- _Your instructions_
On every line of the listing, check for "roads"; copy the lines that have it.

- _Available data_
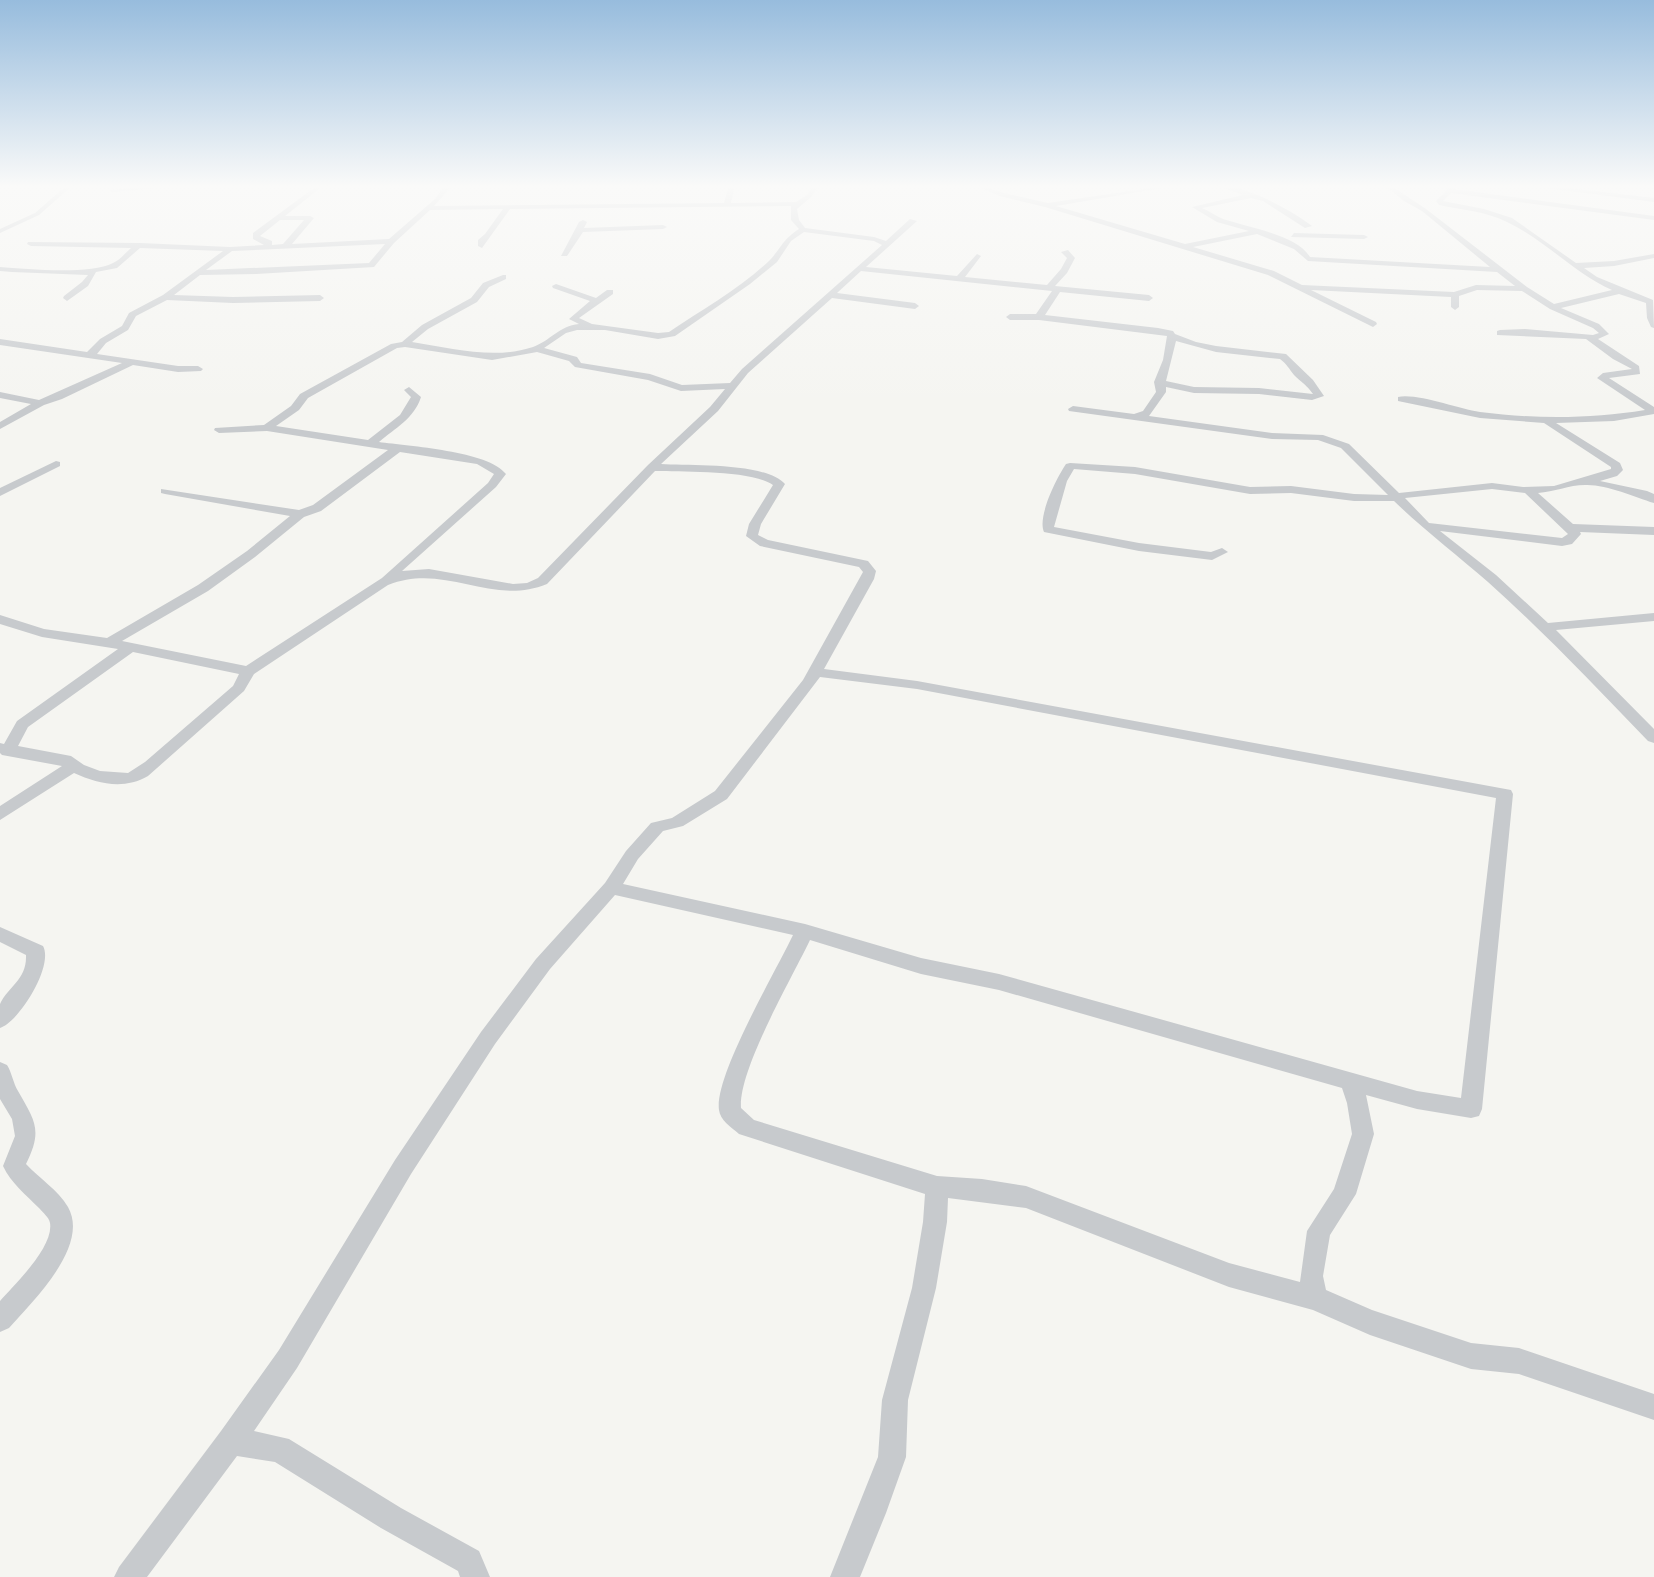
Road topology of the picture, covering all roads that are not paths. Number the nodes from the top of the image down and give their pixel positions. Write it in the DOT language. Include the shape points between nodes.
graph roads {
  1 [pos="122,259"];
  2 [pos="216,259"];
  3 [pos="376,259"];
  4 [pos="775,259"];
  5 [pos="871,259"];
  6 [pos="975,259"];
  7 [pos="1071,259"];
  8 [pos="1225,259"];
  9 [pos="1308,259"];
  10 [pos="1486,259"];
  11 [pos="1565,259"];
  12 [pos="1645,259"];
  13 [pos="1633,262"];
  14 [pos="1574,265"];
  15 [pos="1654,266"];
  16 [pos="0,269"];
  17 [pos="861,269"];
  18 [pos="1502,270"];
  19 [pos="84,272"];
  20 [pos="196,273"];
  21 [pos="502,277"];
  22 [pos="959,279"];
  23 [pos="556,286"];
  24 [pos="1301,287"];
  25 [pos="1053,289"];
  26 [pos="1524,289"];
  27 [pos="1620,291"];
  28 [pos="610,292"];
  29 [pos="831,295"];
  30 [pos="1455,295"];
  31 [pos="166,297"];
  32 [pos="67,298"];
  33 [pos="320,298"];
  34 [pos="1149,298"];
  35 [pos="597,301"];
  36 [pos="915,306"];
  37 [pos="1455,307"];
  38 [pos="1553,307"];
  39 [pos="1010,317"];
  40 [pos="1039,317"];
  41 [pos="1373,324"];
  42 [pos="1654,325"];
  43 [pos="595,327"];
  44 [pos="1500,333"];
  45 [pos="1173,336"];
  46 [pos="1593,338"];
  47 [pos="0,342"];
  48 [pos="405,344"];
  49 [pos="537,349"];
  50 [pos="89,355"];
  51 [pos="132,362"];
  52 [pos="198,369"];
  53 [pos="1159,382"];
  54 [pos="732,386"];
  55 [pos="409,390"];
  56 [pos="0,395"];
  57 [pos="1402,399"];
  58 [pos="40,403"];
  59 [pos="1073,409"];
  60 [pos="1135,417"];
  61 [pos="1551,420"];
  62 [pos="0,426"];
  63 [pos="267,428"];
  64 [pos="219,430"];
  65 [pos="371,444"];
  66 [pos="398,448"];
  67 [pos="56,464"];
  68 [pos="652,467"];
  69 [pos="1586,481"];
  70 [pos="1528,490"];
  71 [pos="165,491"];
  72 [pos="0,493"];
  73 [pos="1399,498"];
  74 [pos="1654,499"];
  75 [pos="300,514"];
  76 [pos="1426,525"];
  77 [pos="1569,527"];
  78 [pos="1654,531"];
  79 [pos="1222,552"];
  80 [pos="407,560"];
  81 [pos="415,573"];
  82 [pos="383,582"];
  83 [pos="1654,617"];
  84 [pos="0,619"];
  85 [pos="1545,627"];
  86 [pos="109,644"];
  87 [pos="128,649"];
  88 [pos="248,671"];
  89 [pos="816,672"];
  90 [pos="1654,738"];
  91 [pos="4,749"];
  92 [pos="72,767"];
  93 [pos="0,814"];
  94 [pos="611,888"];
  95 [pos="805,932"];
  96 [pos="0,934"];
  97 [pos="0,1020"];
  98 [pos="0,1071"];
  99 [pos="1350,1080"];
  100 [pos="7,1167"];
  101 [pos="937,1187"];
  102 [pos="1315,1298"];
  103 [pos="0,1319"];
  104 [pos="1654,1407"];
  105 [pos="231,1441"];
  106 [pos="129,1577"];
  107 [pos="475,1577"];
  108 [pos="845,1577"];
  1 -- 19 [label="street" via="114,266"];
  2 -- 20 [label="street"];
  3 -- 20 [label="street" via="371,265"];
  4 -- 43 [label="street" via="672,334 658,336"];
  5 -- 17 [label="street"];
  6 -- 22 [label="street"];
  7 -- 25 [label="street"];
  8 -- 24 [label="street"];
  9 -- 18 [label="street"];
  10 -- 18 [label="street"];
  11 -- 14 [label="street"];
  12 -- 13 [label="street"];
  13 -- 14 [label="street"];
  13 -- 15 [label="street"];
  14 -- 27 [label="street"];
  16 -- 19 [label="street"];
  17 -- 22 [label="street"];
  17 -- 29 [label="street"];
  18 -- 26 [label="street"];
  19 -- 32 [label="street" via="93,273"];
  20 -- 31 [label="street"];
  21 -- 48 [label="street" via="486,285 474,300 426,327"];
  22 -- 25 [label="street"];
  23 -- 35 [label="street"];
  24 -- 30 [label="street"];
  24 -- 41 [label="street"];
  25 -- 34 [label="street"];
  25 -- 40 [label="street"];
  26 -- 30 [label="street" via="1476,287"];
  26 -- 38 [label="street"];
  27 -- 38 [label="street"];
  27 -- 42 [label="street" via="1650,302"];
  28 -- 35 [label="street"];
  29 -- 36 [label="street"];
  29 -- 54 [label="street"];
  30 -- 37 [label="street"];
  31 -- 33 [label="street"];
  31 -- 50 [label="street" via="132,315 127,328 100,343 97,351"];
  35 -- 43 [label="street" via="573,319"];
  38 -- 46 [label="street" via="1605,334"];
  39 -- 40 [label="street"];
  40 -- 45 [label="street"];
  43 -- 49 [label="street" via="562,331"];
  44 -- 46 [label="street"];
  45 -- 53 [label="street"];
  45 -- 53 [label="street" via="1216,349 1283,356 1319,396 1250,390 1209,392"];
  46 -- 61 [label="street" via="1616,357 1644,372 1602,378 1654,411 1614,418"];
  47 -- 50 [label="street"];
  48 -- 49 [label="street" via="492,357"];
  48 -- 63 [label="street" via="394,346 303,396 295,408"];
  49 -- 54 [label="street" via="574,359 578,365 650,377 681,388"];
  50 -- 51 [label="street"];
  51 -- 52 [label="street"];
  51 -- 58 [label="street"];
  53 -- 60 [label="street" via="1161,392 1155,402 1147,413"];
  54 -- 68 [label="street" via="714,409"];
  55 -- 65 [label="street" via="416,397 414,406"];
  56 -- 58 [label="street"];
  57 -- 61 [label="street" via="1455,411"];
  58 -- 62 [label="street"];
  59 -- 60 [label="street"];
  60 -- 73 [label="street" via="1272,436 1333,440 1346,446"];
  61 -- 69 [label="street" via="1552,425 1616,465 1613,474"];
  63 -- 64 [label="street"];
  63 -- 65 [label="street"];
  65 -- 66 [label="street"];
  66 -- 75 [label="street" via="317,508"];
  66 -- 80 [label="street" via="484,463 500,474"];
  67 -- 72 [label="street"];
  68 -- 81 [label="street" via="550,571 542,584 513,588"];
  68 -- 89 [label="street" via="772,477 779,484 752,529 755,540 868,567 867,579"];
  69 -- 70 [label="street"];
  69 -- 74 [label="street"];
  70 -- 73 [label="street" via="1492,486 1406,494"];
  70 -- 77 [label="street"];
  71 -- 75 [label="street"];
  73 -- 76 [label="street"];
  73 -- 79 [label="street" via="1289,489 1245,491 1106,466 1070,466 1047,524 1062,533 1149,548 1212,556"];
  75 -- 86 [label="street" via="203,588"];
  76 -- 77 [label="street" via="1562,542 1575,534"];
  76 -- 85 [label="street"];
  77 -- 78 [label="street"];
  80 -- 81 [label="street" via="405,568"];
  80 -- 82 [label="street"];
  81 -- 82 [label="street"];
  82 -- 88 [label="street"];
  83 -- 85 [label="street"];
  84 -- 86 [label="street" via="42,633"];
  85 -- 90 [label="street"];
  86 -- 87 [label="street"];
  87 -- 88 [label="street"];
  87 -- 91 [label="street" via="22,724"];
  88 -- 92 [label="street" via="239,688 134,777 111,778"];
  89 -- 94 [label="street" via="721,795 677,822 657,827 632,855"];
  89 -- 99 [label="street" via="917,685 1505,794 1472,1109 1417,1100"];
  91 -- 92 [label="street" via="65,760"];
  92 -- 93 [label="street"];
  94 -- 95 [label="street"];
  94 -- 105 [label="street" via="543,964 488,1038 391,1188 288,1359"];
  95 -- 99 [label="street"];
  95 -- 101 [label="street" via="738,1067 729,1095 730,1112 747,1127"];
  96 -- 97 [label="street" via="36,951 37,958 22,990"];
  98 -- 100 [label="street" via="28,1135"];
  99 -- 102 [label="street" via="1363,1134 1344,1194 1319,1231 1311,1276"];
  100 -- 103 [label="street" via="60,1215 63,1227 60,1243 49,1260"];
  101 -- 102 [label="street" via="1026,1197 1229,1275"];
  101 -- 108 [label="street" via="924,1288 895,1400 892,1457"];
  102 -- 104 [label="street" via="1370,1322 1471,1356 1519,1361"];
  105 -- 106 [label="street"];
  105 -- 107 [label="street" via="279,1449 469,1561"];
}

- _The completed task_
Road topology of the picture, covering all roads that are not paths. Number the nodes from the top of the image down and give their pixel positions. Write it in the DOT language. Include the shape points between nodes.
graph roads {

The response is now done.